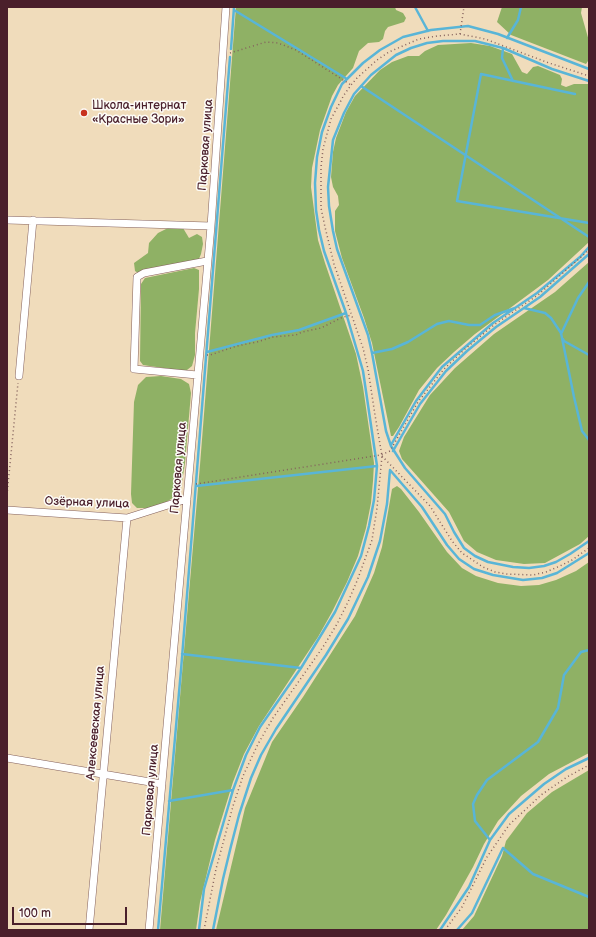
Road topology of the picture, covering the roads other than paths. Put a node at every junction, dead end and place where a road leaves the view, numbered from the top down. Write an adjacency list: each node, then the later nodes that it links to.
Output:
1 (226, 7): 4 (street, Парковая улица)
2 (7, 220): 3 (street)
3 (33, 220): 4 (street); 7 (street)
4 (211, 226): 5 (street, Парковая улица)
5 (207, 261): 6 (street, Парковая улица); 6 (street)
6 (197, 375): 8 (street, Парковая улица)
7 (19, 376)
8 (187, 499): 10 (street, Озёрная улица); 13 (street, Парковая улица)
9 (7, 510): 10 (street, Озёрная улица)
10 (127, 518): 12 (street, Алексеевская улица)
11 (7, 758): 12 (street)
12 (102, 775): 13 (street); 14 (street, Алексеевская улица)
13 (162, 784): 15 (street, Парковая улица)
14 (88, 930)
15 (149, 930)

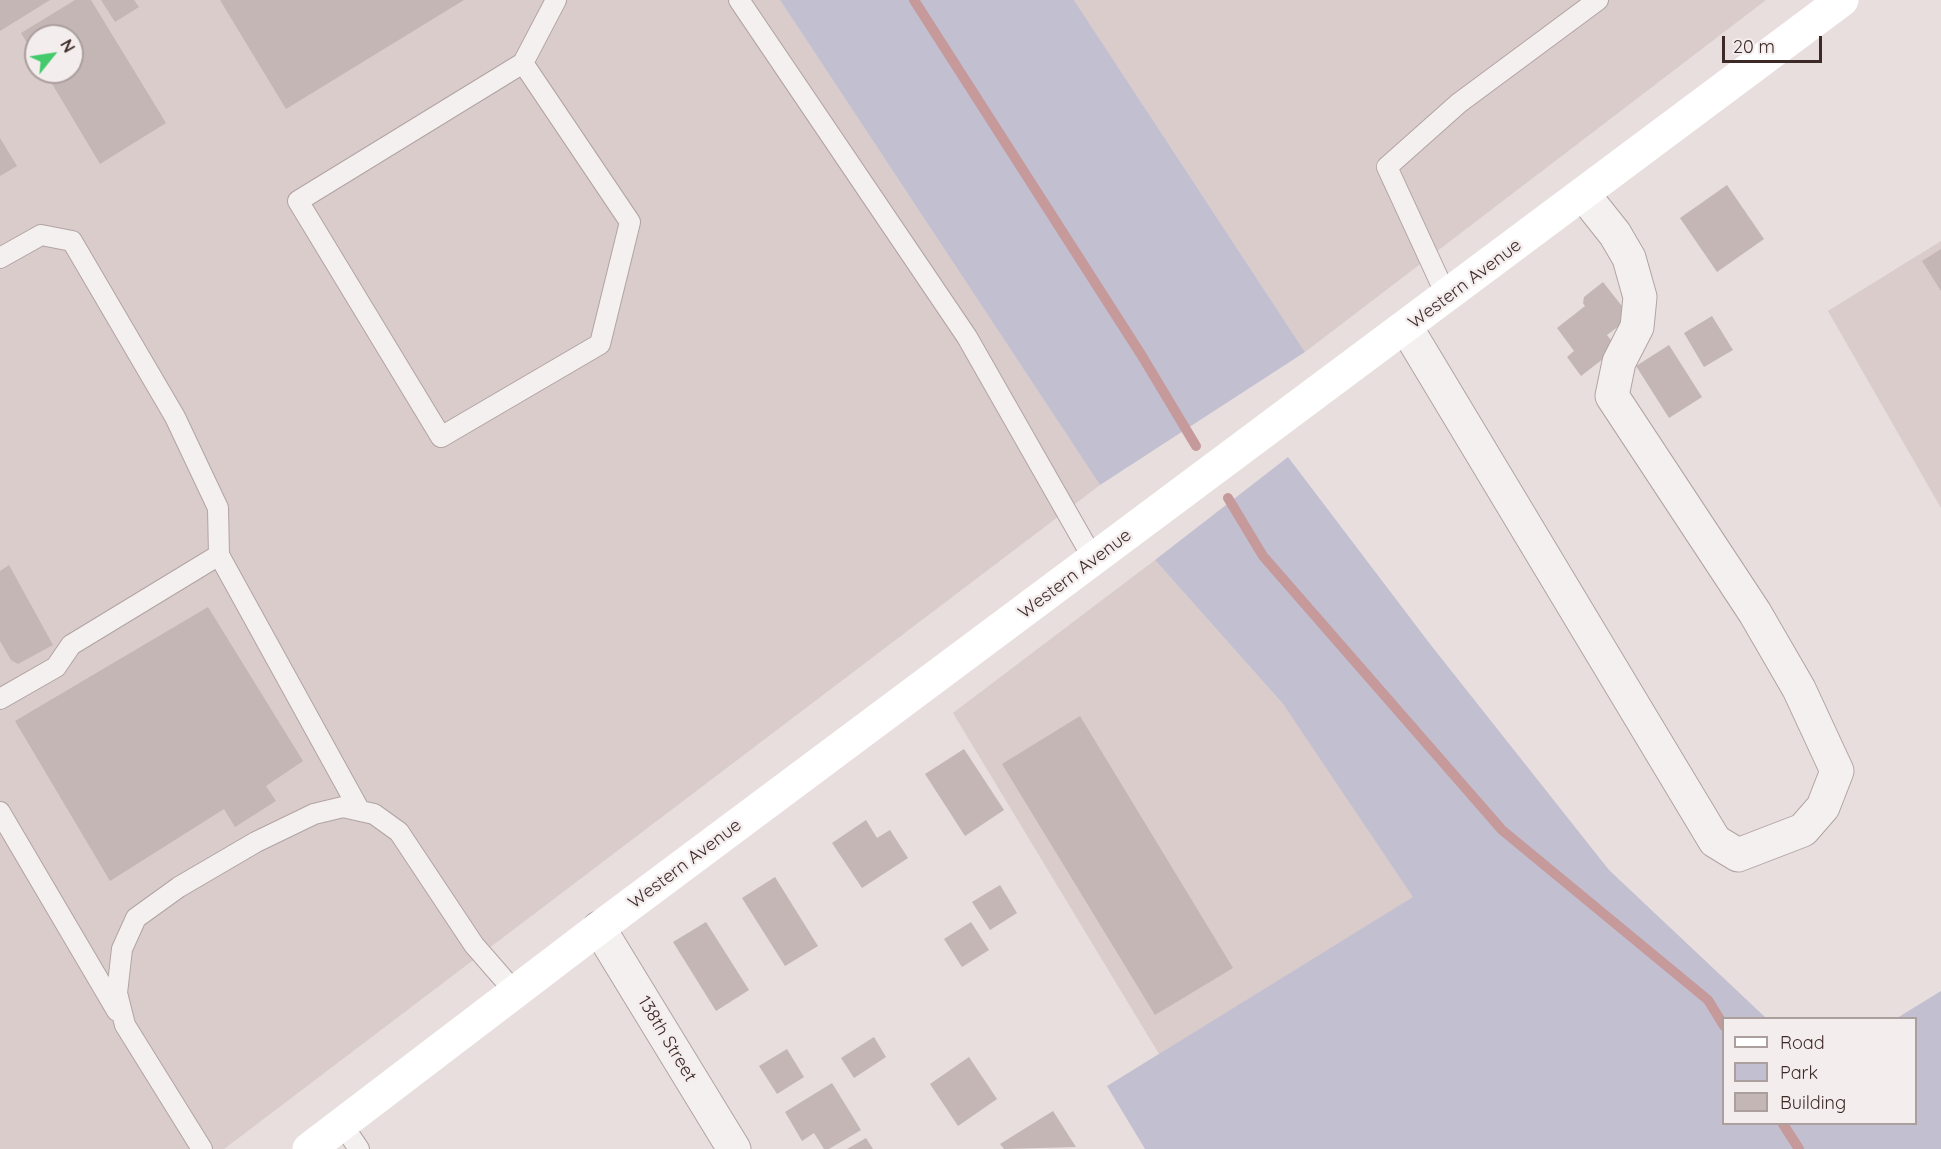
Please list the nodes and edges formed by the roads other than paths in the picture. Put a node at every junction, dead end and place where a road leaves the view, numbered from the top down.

++++++

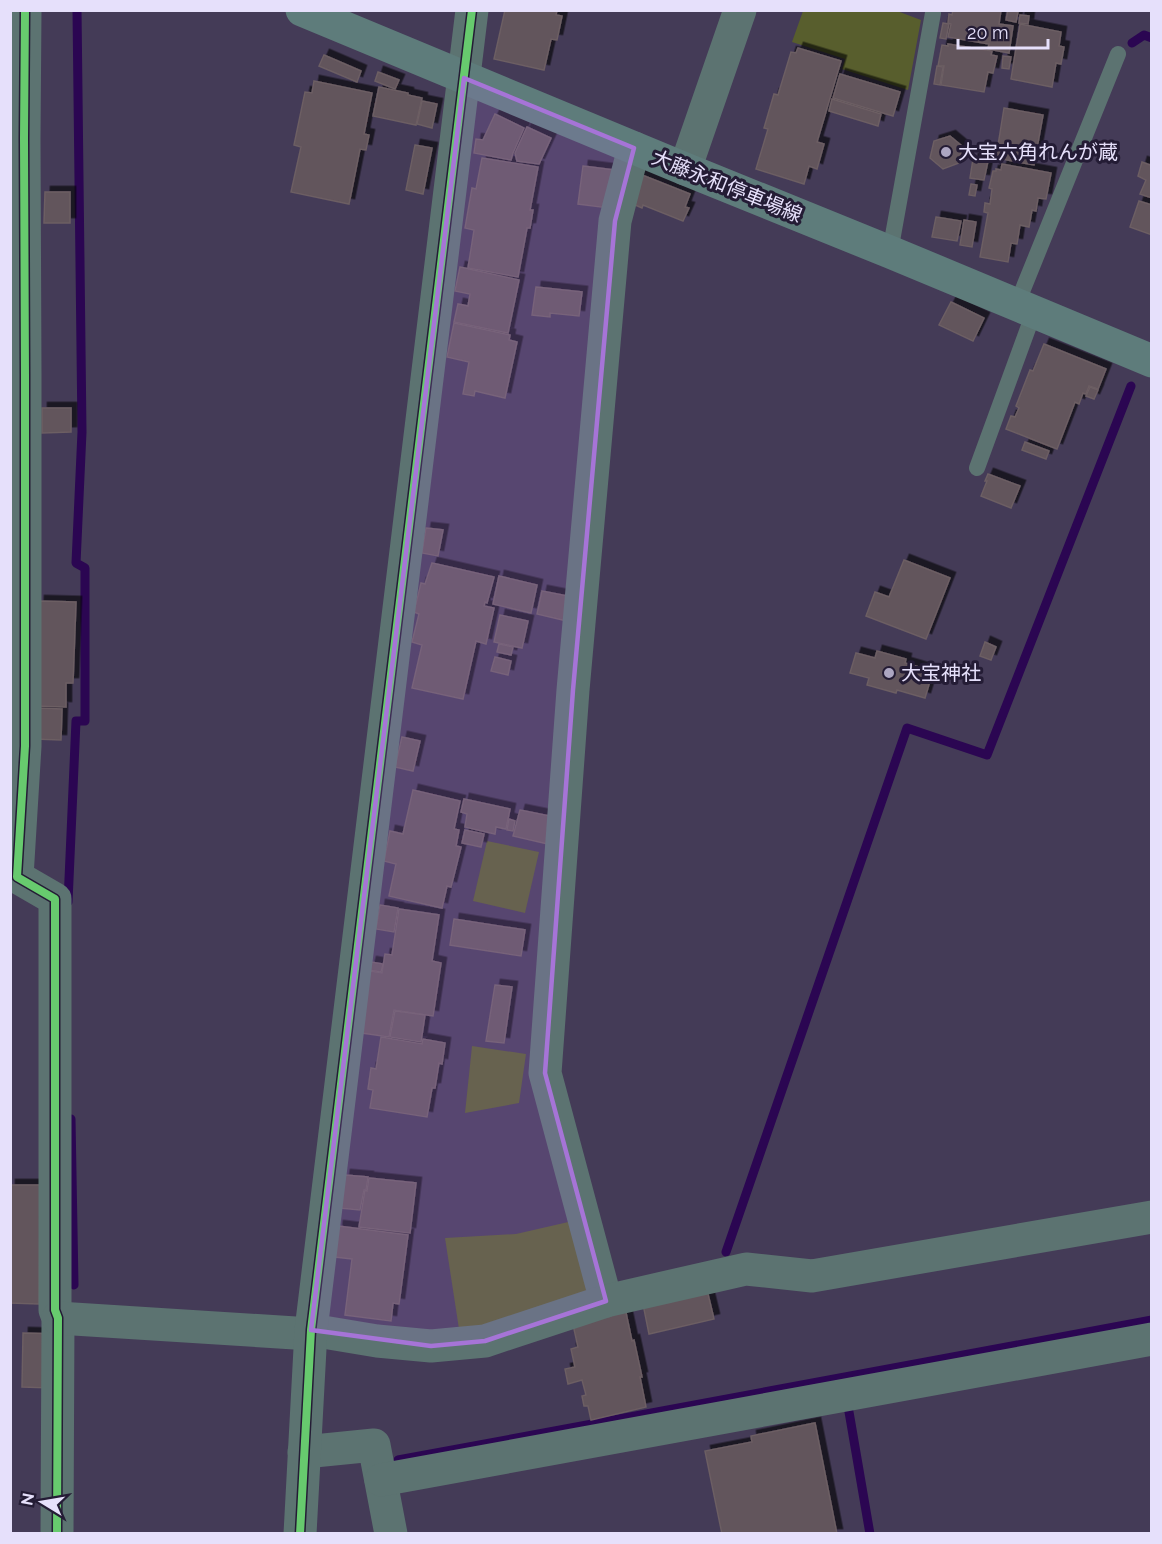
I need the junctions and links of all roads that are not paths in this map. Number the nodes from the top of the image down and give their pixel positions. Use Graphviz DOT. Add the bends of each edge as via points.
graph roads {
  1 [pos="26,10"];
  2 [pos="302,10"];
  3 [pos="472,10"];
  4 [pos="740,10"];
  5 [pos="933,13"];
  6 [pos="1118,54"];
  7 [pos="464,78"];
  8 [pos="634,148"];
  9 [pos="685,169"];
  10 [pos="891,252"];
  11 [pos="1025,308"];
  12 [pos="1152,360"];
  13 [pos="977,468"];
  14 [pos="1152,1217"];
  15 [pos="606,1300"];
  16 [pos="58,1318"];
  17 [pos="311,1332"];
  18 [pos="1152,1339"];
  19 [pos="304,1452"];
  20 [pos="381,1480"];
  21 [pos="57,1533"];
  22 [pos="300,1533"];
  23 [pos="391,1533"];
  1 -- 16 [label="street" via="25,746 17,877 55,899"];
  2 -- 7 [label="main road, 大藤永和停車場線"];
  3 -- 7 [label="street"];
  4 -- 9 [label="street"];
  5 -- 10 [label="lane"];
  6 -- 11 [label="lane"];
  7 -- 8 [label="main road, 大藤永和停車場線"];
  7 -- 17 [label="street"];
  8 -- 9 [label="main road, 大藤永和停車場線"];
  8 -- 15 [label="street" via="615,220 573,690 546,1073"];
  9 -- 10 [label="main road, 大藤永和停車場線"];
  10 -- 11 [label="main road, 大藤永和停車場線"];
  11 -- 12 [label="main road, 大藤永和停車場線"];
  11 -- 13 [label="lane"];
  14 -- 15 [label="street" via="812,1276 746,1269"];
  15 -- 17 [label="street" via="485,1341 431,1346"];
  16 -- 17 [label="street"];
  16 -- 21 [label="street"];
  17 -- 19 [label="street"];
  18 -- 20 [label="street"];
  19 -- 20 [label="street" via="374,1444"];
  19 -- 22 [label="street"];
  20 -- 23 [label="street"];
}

++++++

Copy each line of the data above that holds "every".

Answer below —
Road topology of the picture, covering the roads other than paths. Put a node at every junction, dead end and place where a road leaves the view, numbered from the top down. Write an adjacency list: each node, then the later nodes that it links to.
Please list the nodes and edges formed by the roads other than paths in the picture. Put a node at every junction, dead end and place where a road leaves the view, numbered from the top down.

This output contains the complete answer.